(SOURCE RECORDS begins)
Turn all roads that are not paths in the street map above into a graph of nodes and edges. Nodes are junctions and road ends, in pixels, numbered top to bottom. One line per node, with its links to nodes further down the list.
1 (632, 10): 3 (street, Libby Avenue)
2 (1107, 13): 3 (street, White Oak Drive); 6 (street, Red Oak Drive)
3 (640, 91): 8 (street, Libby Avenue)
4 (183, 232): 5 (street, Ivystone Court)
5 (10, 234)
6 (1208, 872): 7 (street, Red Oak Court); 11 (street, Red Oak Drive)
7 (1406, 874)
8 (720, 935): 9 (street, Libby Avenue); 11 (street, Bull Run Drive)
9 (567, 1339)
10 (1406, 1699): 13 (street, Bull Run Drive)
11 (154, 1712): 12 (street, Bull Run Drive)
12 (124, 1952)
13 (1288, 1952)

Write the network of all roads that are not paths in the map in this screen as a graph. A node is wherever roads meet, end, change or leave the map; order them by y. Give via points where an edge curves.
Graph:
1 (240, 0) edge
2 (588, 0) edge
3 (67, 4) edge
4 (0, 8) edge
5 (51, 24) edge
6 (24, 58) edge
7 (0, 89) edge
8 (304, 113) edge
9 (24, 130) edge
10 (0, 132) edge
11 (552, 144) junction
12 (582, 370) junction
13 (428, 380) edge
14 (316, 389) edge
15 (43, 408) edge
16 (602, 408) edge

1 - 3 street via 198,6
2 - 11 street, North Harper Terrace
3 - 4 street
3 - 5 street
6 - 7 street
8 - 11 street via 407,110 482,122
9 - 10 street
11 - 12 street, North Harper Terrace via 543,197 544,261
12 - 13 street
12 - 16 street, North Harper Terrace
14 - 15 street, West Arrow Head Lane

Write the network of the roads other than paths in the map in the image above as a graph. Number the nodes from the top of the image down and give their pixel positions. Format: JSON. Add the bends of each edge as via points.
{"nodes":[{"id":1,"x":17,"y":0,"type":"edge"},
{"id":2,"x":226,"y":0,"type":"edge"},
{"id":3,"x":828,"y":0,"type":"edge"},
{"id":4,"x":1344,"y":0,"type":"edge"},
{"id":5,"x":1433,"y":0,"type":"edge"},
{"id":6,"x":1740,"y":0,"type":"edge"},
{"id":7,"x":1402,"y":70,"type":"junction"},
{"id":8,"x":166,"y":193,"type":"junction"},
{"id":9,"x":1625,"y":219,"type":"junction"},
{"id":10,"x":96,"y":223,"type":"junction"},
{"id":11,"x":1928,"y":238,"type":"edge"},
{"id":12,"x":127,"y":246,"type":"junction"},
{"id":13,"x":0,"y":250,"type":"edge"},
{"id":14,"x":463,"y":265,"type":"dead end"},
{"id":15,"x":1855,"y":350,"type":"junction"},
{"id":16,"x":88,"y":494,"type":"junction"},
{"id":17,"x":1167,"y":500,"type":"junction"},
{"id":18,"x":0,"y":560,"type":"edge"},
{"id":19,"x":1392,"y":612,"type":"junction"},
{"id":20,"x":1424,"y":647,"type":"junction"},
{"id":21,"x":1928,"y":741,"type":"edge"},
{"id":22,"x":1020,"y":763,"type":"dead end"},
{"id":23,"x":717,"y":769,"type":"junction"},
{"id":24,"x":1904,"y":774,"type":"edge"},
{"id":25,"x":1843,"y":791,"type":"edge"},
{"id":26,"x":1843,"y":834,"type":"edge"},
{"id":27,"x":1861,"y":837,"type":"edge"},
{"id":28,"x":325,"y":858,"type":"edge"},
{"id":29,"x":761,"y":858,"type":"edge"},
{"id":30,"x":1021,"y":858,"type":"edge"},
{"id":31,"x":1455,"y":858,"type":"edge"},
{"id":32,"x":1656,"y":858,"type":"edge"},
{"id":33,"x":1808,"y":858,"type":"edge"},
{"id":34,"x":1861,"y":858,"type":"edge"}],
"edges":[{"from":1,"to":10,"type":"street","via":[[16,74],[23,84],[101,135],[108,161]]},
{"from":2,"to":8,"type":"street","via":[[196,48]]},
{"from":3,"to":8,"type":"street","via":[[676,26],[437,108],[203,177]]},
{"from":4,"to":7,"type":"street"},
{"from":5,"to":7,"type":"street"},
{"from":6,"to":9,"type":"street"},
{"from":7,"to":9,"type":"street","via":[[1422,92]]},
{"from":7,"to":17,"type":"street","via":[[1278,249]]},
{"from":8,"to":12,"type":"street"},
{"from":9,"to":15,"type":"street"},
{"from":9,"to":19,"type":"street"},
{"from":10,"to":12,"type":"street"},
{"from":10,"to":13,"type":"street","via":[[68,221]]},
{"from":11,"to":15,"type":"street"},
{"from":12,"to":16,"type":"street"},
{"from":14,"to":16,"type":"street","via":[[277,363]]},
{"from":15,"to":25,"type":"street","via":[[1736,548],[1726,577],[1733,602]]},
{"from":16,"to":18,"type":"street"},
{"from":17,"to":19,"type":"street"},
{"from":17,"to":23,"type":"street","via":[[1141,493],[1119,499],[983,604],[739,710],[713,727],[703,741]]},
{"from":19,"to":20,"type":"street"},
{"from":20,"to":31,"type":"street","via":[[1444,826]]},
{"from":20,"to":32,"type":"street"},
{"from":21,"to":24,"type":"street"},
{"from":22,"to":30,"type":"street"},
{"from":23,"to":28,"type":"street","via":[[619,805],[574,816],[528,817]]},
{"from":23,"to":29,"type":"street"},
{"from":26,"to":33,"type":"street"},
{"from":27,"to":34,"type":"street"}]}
(SOURCE RECORDS ends)
→ TASK OBJECTIVE: Copy out every line from the data above in which the word "Avenue" occurs.

→ ANSWER TO THIS TASK:
1 (632, 10): 3 (street, Libby Avenue)
3 (640, 91): 8 (street, Libby Avenue)
8 (720, 935): 9 (street, Libby Avenue); 11 (street, Bull Run Drive)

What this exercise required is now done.